For Immediate Release:
Contact: Nathan White (202)225-5871

Kucinich Asks LA City Council to Close Pachyderm Enclosure

Washington D.C. (November 19, 2008) – Congressman Dennis Kucinich (D-OH) today asked members of the Los Angeles City Council to reject a measure that would expand the LA County Zoo’s “Pachyderm Forest.” Instead of expanding the space, Kucinich called upon Council Members to release the lone captive elephant to sanctuary.

In 2006, the LA City Council voted to approve a $40 million dollar project to expand the elephant habitat from two acres to four acres. Two months later an elephant named Gita died, leaving just one elephant named Billy in captivity.

Billy has a rare habit of bobbing and swaying his head. In several news reports, elephant expert Joyce Poole is quoted as saying, “I know that some people believe that elephants do that in the wild, but having observed elephants for many, many years, seeing perhaps 10,000 different individuals … I have never seen head-bobbing and I have never seen swaying. This type of behavior is pathological. It is a result of being in a confined space."

“In the wild, Asian elephants can live 50 to 70 years, African elephants up to 80 years. It is a matter of record that fifteen elephants have died in the LA Zoo since 1974 before reaching 20 years of age. Cramped confinement of such majestic creatures is cruel and inhumane,” Kucinich wrote in a letter to the LA City Council.

The full text of the letter follows: 

November 19, 2008

Los Angeles City Council
200 North Spring Street
Lost Angeles, Ca  90012

Dear Councilmembers:

I strongly urge your support for the motion that will come before the Council today to close the elephant exhibit and release the lone remaining elephant to sanctuary rather than bringing in more elephants and placing them in a new zoo exhibit.

As a former member of the Cleveland City Council, I know full well the demands upon your time.  I also know it is helpful to get new information when confronted with a decision or a vote. So when I was contacted by some of your constituents, prior to contacting you, I decided to do some research on the issue of elephants and zoo confinement which I believes merits your consideration. 

I recommend to your attention a 2005 study of Optimal Conditions for Captive Elephants: A Report by the Coalition for Captive Elephant Well-Being by Lisa Kane, JD, Debra Forthman, Ph.D., and David Hancocks. The authors, experts on elephant welfare, behavior and zoo naturalism, review relevant research of the natural space, or home range, of various types of elephants.  Their research describes the “home range” parameters or the natural space of an elephant in the wild (in kilometers) for specific types of elephants.

I used the “Ask” search engine calculator , which converts square kilometers to acres, so that I could provide you with a comparison of the area of the natural environment of a specific type of elephant compared with the area of a confined environment.

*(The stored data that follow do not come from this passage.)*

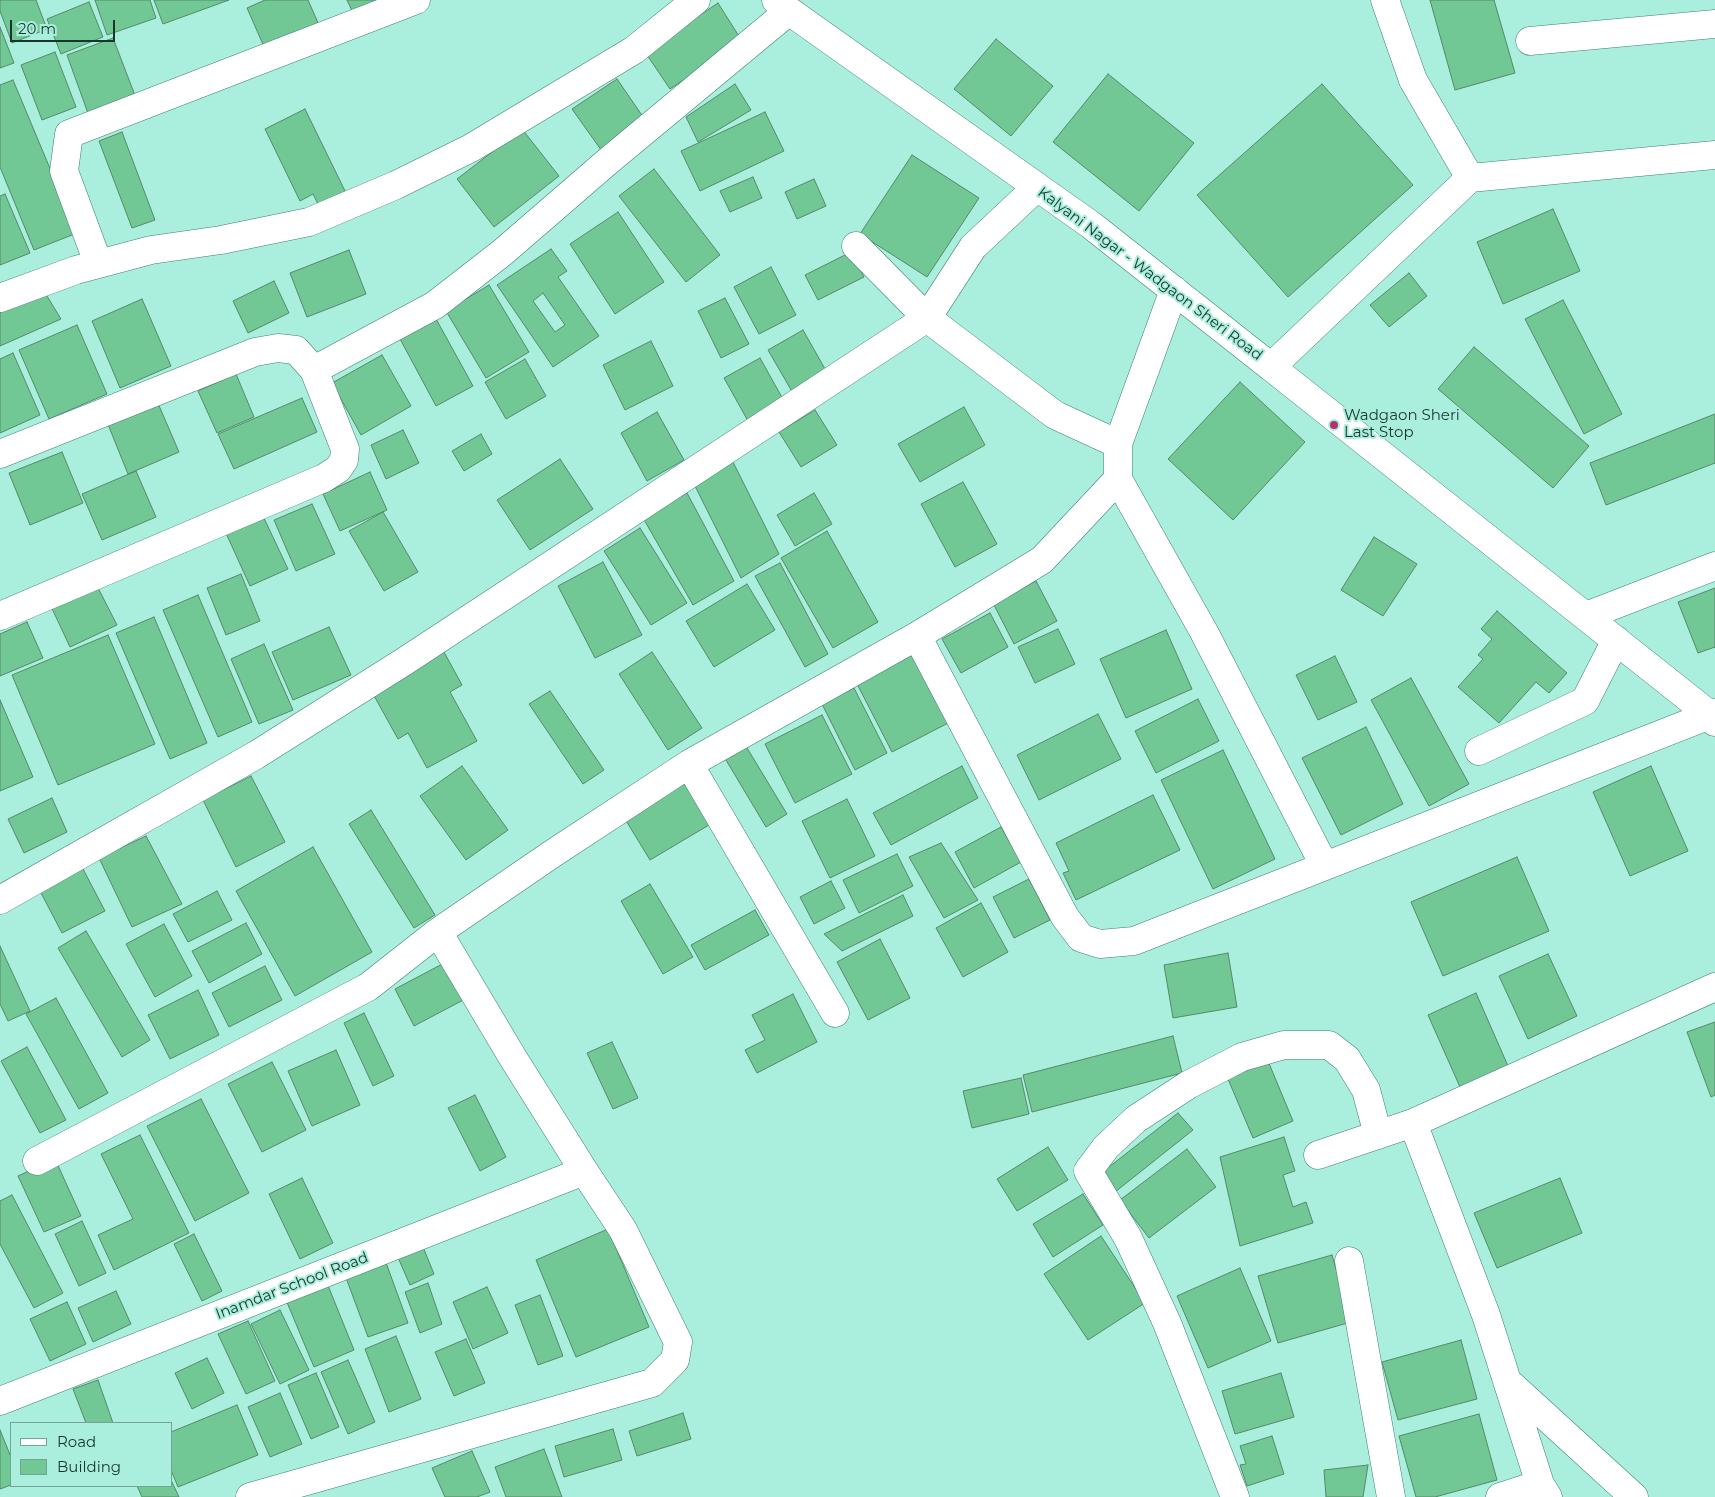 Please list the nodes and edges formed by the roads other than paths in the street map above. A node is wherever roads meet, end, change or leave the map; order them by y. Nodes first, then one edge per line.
1 (416, 0) edge
2 (696, 0) edge
3 (1385, 0) edge
4 (782, 5) edge
5 (1715, 24) edge
6 (1530, 41) dead end
7 (1715, 155) edge
8 (1470, 178) junction
9 (1037, 187) junction
10 (856, 246) dead end
11 (98, 264) junction
12 (1174, 290) junction
13 (0, 298) edge
14 (926, 318) junction
15 (1271, 366) junction
16 (314, 370) junction
17 (1118, 444) junction
18 (0, 454) edge
19 (1118, 479) junction
20 (1715, 566) edge
21 (0, 616) edge
22 (1586, 616) junction
23 (916, 636) junction
24 (1616, 640) junction
25 (1713, 717) edge
26 (1479, 751) dead end
27 (689, 764) junction
28 (1324, 865) junction
29 (0, 900) edge
30 (438, 932) junction
31 (1715, 987) edge
32 (835, 1013) dead end
33 (1413, 1123) junction
34 (1378, 1135) junction
35 (1318, 1155) dead end
36 (37, 1161) dead end
37 (584, 1172) junction
38 (1349, 1261) dead end
39 (1506, 1380) junction
40 (0, 1401) edge
41 (1544, 1490) edge
42 (250, 1497) edge
43 (1234, 1497) edge
44 (1391, 1497) edge
45 (1500, 1497) edge
46 (1634, 1497) edge

1 - 11 street
2 - 11 street
3 - 8 street
4 - 9 street, Kalyani Nagar - Wadgaon Sheri Road
4 - 16 street
5 - 6 street
7 - 8 street
8 - 15 street, Kalyani Nagar - Wadgaon Sheri Road
9 - 12 street, Kalyani Nagar - Wadgaon Sheri Road
9 - 14 street
10 - 14 street
11 - 13 street
12 - 15 street, Kalyani Nagar - Wadgaon Sheri Road
12 - 17 street
14 - 17 street
14 - 29 street
15 - 22 street
16 - 18 street
16 - 21 street
17 - 19 street
19 - 23 street
19 - 28 street
20 - 22 street
22 - 24 street
23 - 27 street
23 - 28 street
24 - 25 street
24 - 26 street
25 - 28 street
27 - 30 street
27 - 32 street
30 - 36 street
30 - 37 street
31 - 33 street
33 - 34 street
33 - 39 street
34 - 35 street
34 - 43 street
37 - 40 street, Inamdar School Road
37 - 42 street
38 - 44 street
39 - 41 street
39 - 46 street
41 - 45 street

African Home Range (Female) 
34 square kilometers (8,401 acres) to 800 square kilometers (197,684 acres).

Asian Elephant Home Range (Male)
 200 square kilometers (49,421 acres) to 235 square kilometers (58,069 acres).

African Cow/Calf Herds Home Range
50 square kilometers (12,355 acres) to hundreds of square kilometers (24,710+ acres).

African Bull Elephants Home Range
500 square kilometers (123,552 acres) to 1,500 square kilometers (370,658 acres).

For comparison, the City of Los Angeles is located upon 469.1 square miles which is equal to 300,000 acres.  The new elephant exhibit at the Los Angeles Zoo is to be on 3.6 acres.  It has been said that up to 10 elephants would be housed in the new acreage.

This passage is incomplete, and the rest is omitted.